The city taxed the home of one ACLU client at risk of foreclosure last year as if it was worth $40,000, while a private appraisal paid by the ACLU valued it at $9,000.
Wayne County Judge Robert Colombo last fall dismissed the county from the lawsuit because he ruled that the case should have been brought in front of the Michigan Tax Tribunal.
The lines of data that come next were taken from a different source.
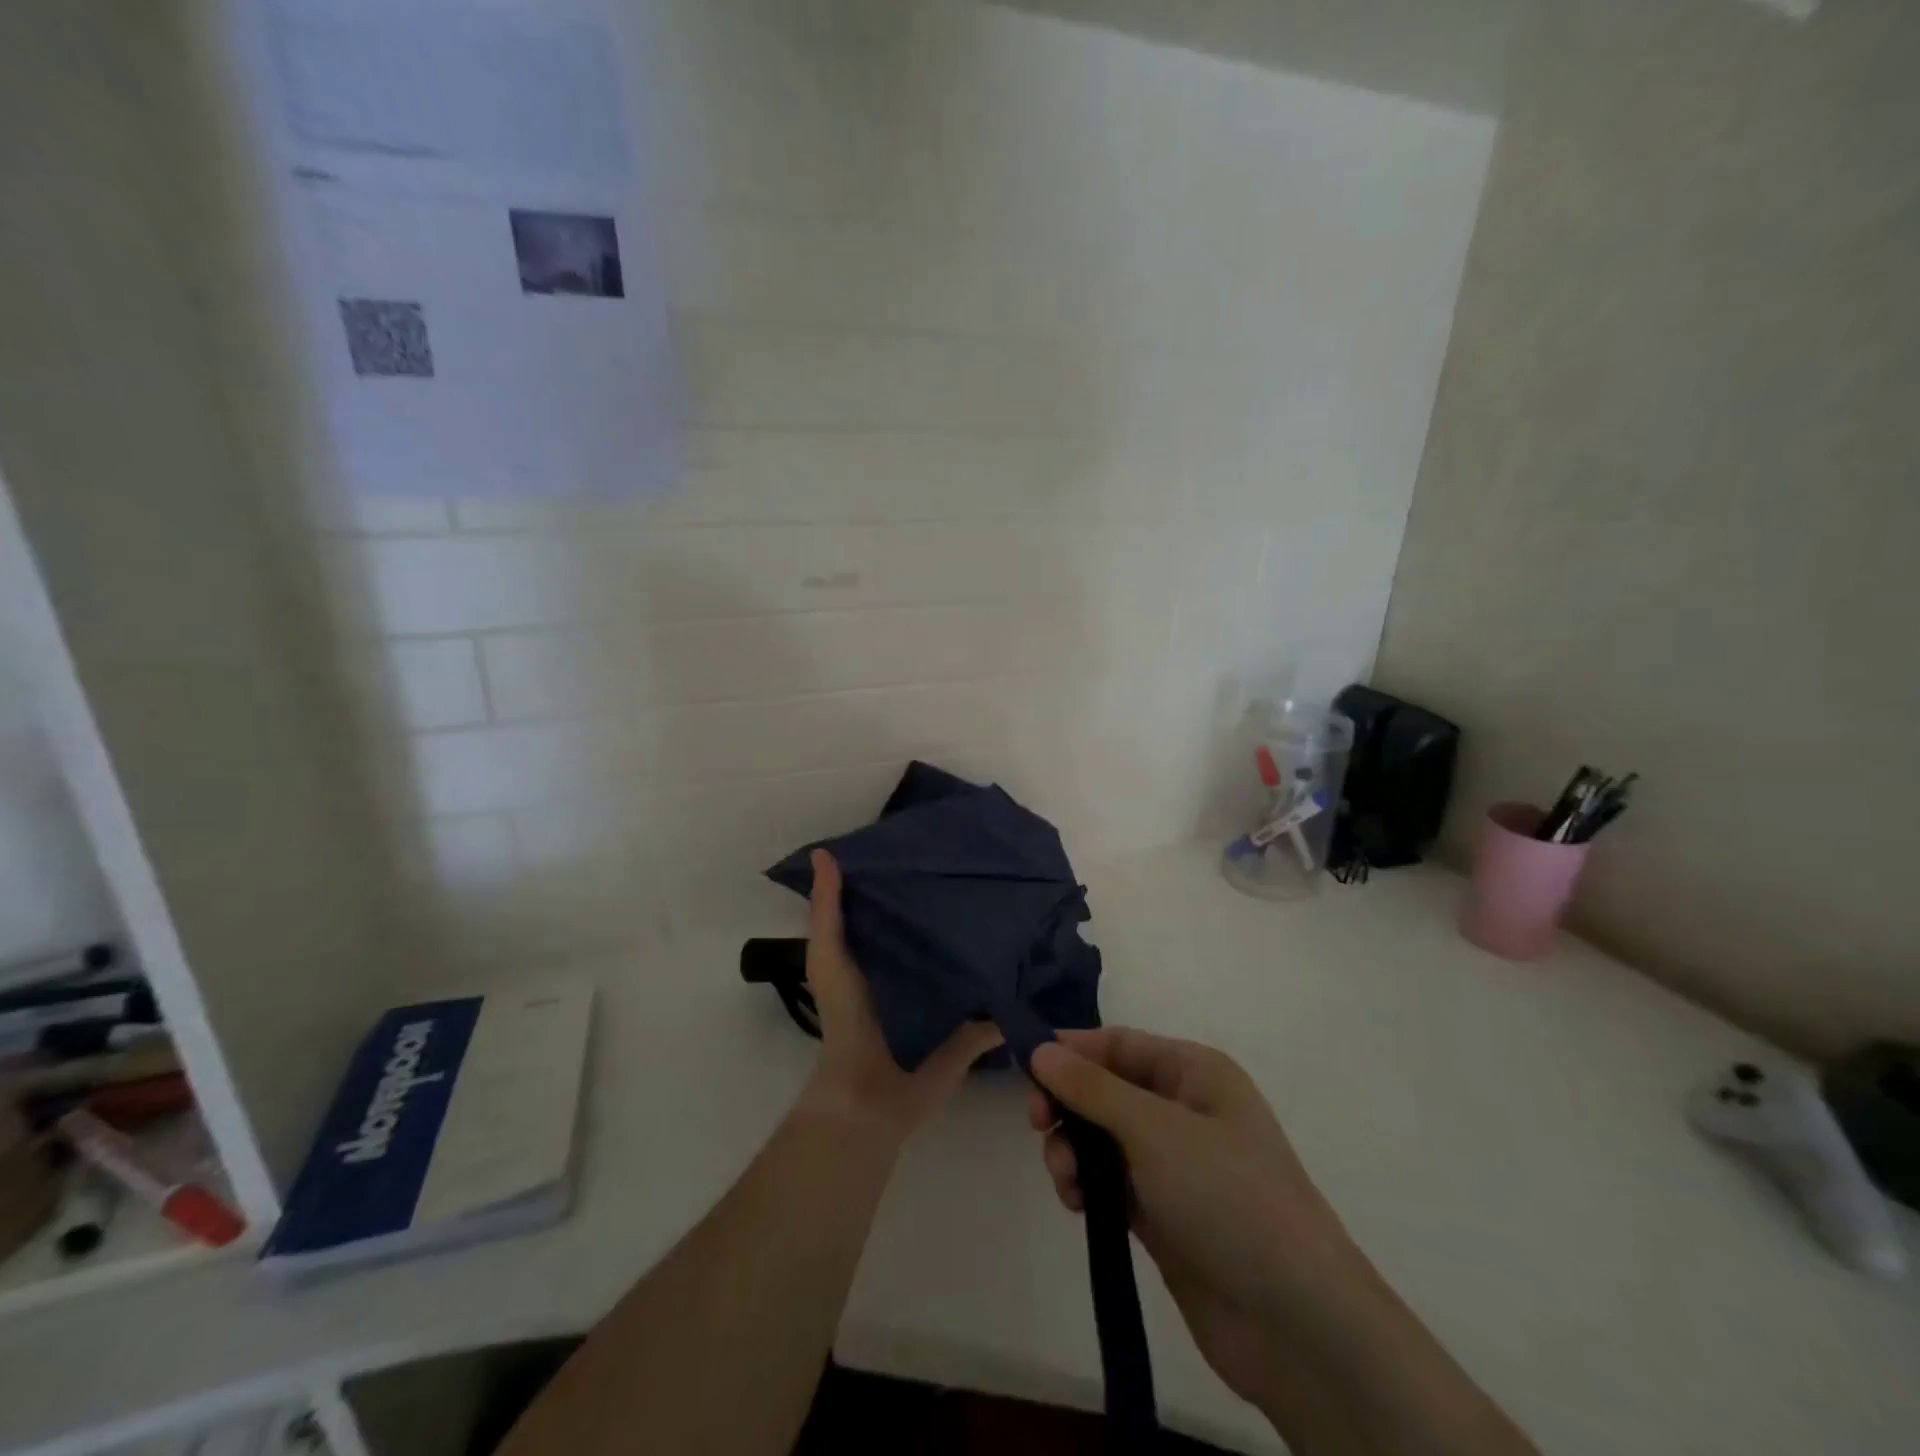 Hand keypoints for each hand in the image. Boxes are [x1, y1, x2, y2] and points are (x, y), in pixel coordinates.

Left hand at [800, 850, 1001, 1140]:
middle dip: (962, 900)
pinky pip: (1000, 999)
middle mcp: (921, 966)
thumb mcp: (828, 956)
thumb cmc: (846, 1018)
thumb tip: (823, 852)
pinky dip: (1016, 983)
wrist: (869, 1094)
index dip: (916, 873)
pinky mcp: (974, 1024)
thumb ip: (827, 910)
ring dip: (993, 938)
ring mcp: (951, 995)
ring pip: (975, 958)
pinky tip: (1040, 953)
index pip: (904, 900)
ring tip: (1023, 897)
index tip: (941, 841)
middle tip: (990, 864)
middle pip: (944, 926)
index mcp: (887, 947)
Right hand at [1027, 1029, 1360, 1410]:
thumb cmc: (1228, 1198)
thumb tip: (1040, 1049)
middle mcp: (1183, 1109)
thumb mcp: (1155, 1130)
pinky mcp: (1163, 1213)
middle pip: (1106, 1088)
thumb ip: (1092, 1088)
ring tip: (1065, 1179)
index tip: (1026, 1069)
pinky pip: (1110, 1181)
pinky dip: (1087, 1185)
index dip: (1072, 1051)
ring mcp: (1174, 1164)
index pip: (1119, 1044)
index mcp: (1194, 1072)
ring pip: (1102, 1137)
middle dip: (1068, 1104)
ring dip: (1073, 1149)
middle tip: (1038, 1127)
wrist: (1296, 1323)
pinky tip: (1077, 1204) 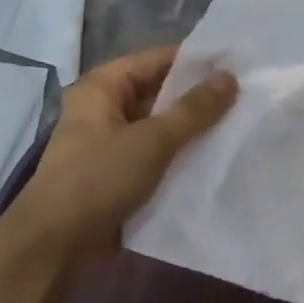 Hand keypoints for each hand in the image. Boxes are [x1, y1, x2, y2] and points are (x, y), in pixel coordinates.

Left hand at [3, 45, 236, 253]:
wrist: (56, 243)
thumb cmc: (98, 179)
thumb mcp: (151, 141)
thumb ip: (193, 111)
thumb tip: (229, 78)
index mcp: (102, 87)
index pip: (156, 59)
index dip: (196, 60)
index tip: (238, 64)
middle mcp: (104, 109)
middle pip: (158, 93)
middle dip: (198, 98)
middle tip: (247, 98)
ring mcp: (110, 144)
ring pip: (159, 128)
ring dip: (191, 131)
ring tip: (240, 127)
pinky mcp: (117, 175)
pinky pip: (154, 156)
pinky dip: (179, 157)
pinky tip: (214, 161)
Lawyers for the ACLU and LDF appealed, arguing Tuesday that their Fair Housing claim against the county should be heard in state court.
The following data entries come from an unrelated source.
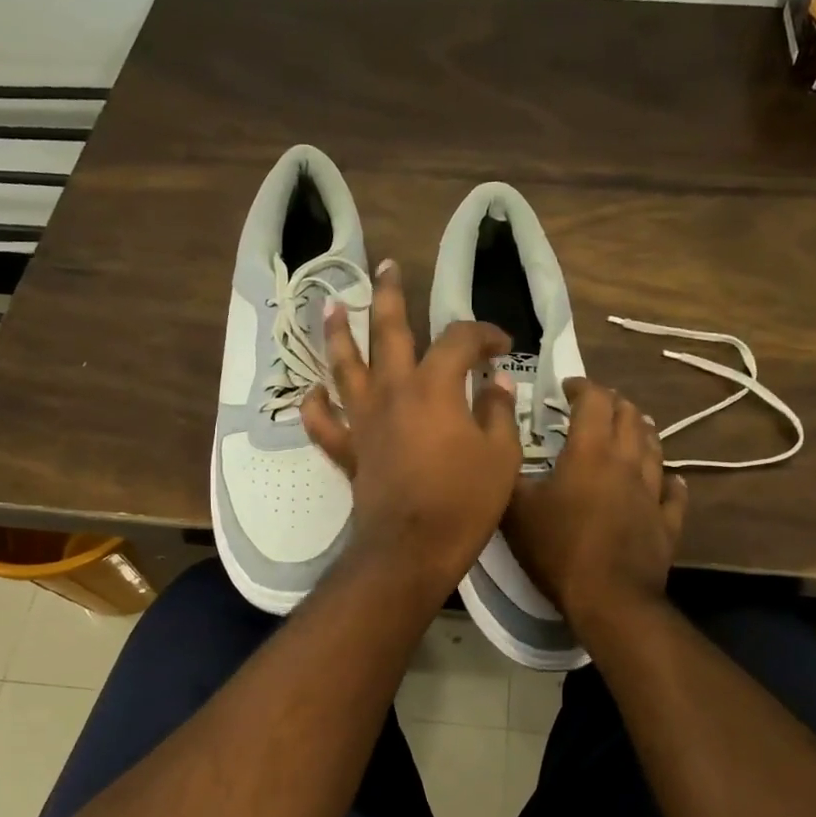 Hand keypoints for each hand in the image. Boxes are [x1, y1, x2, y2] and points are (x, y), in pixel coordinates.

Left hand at [302, 260, 520, 594]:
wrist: (413, 548)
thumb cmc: (465, 501)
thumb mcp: (501, 455)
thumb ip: (499, 412)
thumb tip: (497, 383)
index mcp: (435, 386)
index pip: (459, 341)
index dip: (483, 334)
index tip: (501, 346)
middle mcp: (393, 391)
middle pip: (388, 331)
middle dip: (390, 296)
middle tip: (385, 268)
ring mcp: (364, 419)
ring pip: (344, 365)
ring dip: (339, 332)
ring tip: (332, 304)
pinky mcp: (348, 449)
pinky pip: (323, 422)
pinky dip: (316, 405)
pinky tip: (313, 390)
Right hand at [504, 377, 688, 626]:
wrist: (608, 599)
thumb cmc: (558, 549)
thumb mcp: (515, 509)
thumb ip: (508, 469)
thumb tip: (500, 439)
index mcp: (591, 452)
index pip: (595, 401)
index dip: (582, 386)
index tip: (567, 387)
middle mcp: (627, 462)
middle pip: (630, 417)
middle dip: (614, 403)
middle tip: (597, 406)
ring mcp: (652, 492)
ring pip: (655, 447)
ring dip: (642, 431)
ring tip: (632, 428)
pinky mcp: (667, 522)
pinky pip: (674, 492)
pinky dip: (669, 480)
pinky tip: (668, 480) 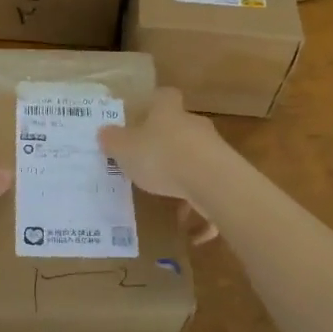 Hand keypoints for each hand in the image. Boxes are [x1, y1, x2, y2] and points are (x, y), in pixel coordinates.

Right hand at [97, 88, 222, 243]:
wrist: (212, 181)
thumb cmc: (161, 157)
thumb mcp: (125, 149)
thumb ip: (113, 141)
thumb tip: (104, 132)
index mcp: (168, 112)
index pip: (163, 97)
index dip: (153, 105)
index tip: (142, 118)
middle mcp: (193, 125)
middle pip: (180, 128)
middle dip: (167, 145)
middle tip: (149, 164)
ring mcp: (214, 150)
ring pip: (196, 160)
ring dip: (184, 178)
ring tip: (169, 204)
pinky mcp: (228, 176)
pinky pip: (211, 192)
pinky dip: (202, 209)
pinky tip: (192, 234) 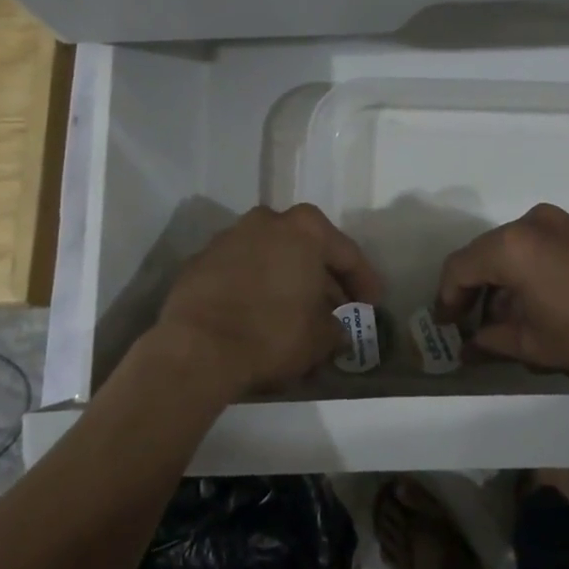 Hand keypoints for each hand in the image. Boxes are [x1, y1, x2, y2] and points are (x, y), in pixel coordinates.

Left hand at [156, 205, 382, 400]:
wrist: (197, 348)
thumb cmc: (272, 333)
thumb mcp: (320, 337)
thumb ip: (336, 327)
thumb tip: (335, 329)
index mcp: (305, 228)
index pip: (347, 254)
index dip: (364, 282)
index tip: (371, 305)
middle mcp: (267, 220)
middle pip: (306, 249)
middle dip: (322, 278)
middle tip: (335, 308)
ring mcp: (229, 237)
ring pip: (271, 256)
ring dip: (286, 279)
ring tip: (295, 312)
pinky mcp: (200, 260)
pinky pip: (240, 270)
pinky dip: (254, 286)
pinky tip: (258, 313)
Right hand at [436, 203, 568, 378]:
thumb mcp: (536, 344)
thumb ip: (492, 341)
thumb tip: (469, 347)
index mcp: (510, 246)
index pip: (459, 267)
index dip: (446, 298)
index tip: (447, 326)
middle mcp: (529, 223)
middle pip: (483, 254)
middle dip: (472, 291)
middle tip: (470, 326)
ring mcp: (558, 222)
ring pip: (510, 249)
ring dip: (500, 282)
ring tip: (505, 322)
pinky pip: (536, 246)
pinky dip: (524, 271)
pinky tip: (535, 303)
The ACLU and NAACP say they want the sale stopped until the auction can be reformed and tax assessments corrected.
“The tax foreclosure crisis is a government-created catastrophe that is destroying communities in Detroit,” said Michael Steinberg, legal director of the ACLU.
County officials argued Tuesday that they aren’t responsible for Detroit assessments and can’t know if homes are overvalued.
“We have to rely on city numbers,” said Davidde Stella, an assistant corporation counsel for the county.
The county foreclosed on 1 in 4 Detroit properties for back taxes between 2011 and 2015, according to a study by Bernadette Atuahene, a law professor at Illinois Institute of Technology's Chicago-Kent College of Law who has studied the impact of the city’s over assessments on homeowners.
Tax foreclosures are down countywide from 14,300 in 2016 to about 8,000 as of last week, according to the treasurer’s office.
Of those 8,000 properties, about 930 are owner-occupied Detroit homes. Another 1,414 are occupied by Detroit renters.
A year ago about 1,500 owner-occupied homes went into foreclosure. The county generally forecloses after owners owe three consistent years of back taxes.
“The issue of past foreclosures is old news,” Treasurer Eric Sabree said in a written statement. “The Wayne County Treasurer’s office is focused on reducing foreclosures.”
More than 31,200 properties are now on county payments plans for back taxes. The deadline to enter into payment plan is Friday.
Housing advocates have predicted that many owners will default in coming months without more help. The News found last summer that owners of about 6,000 occupied properties in Detroit owed tax debt that’s a quarter or more of what the houses are worth.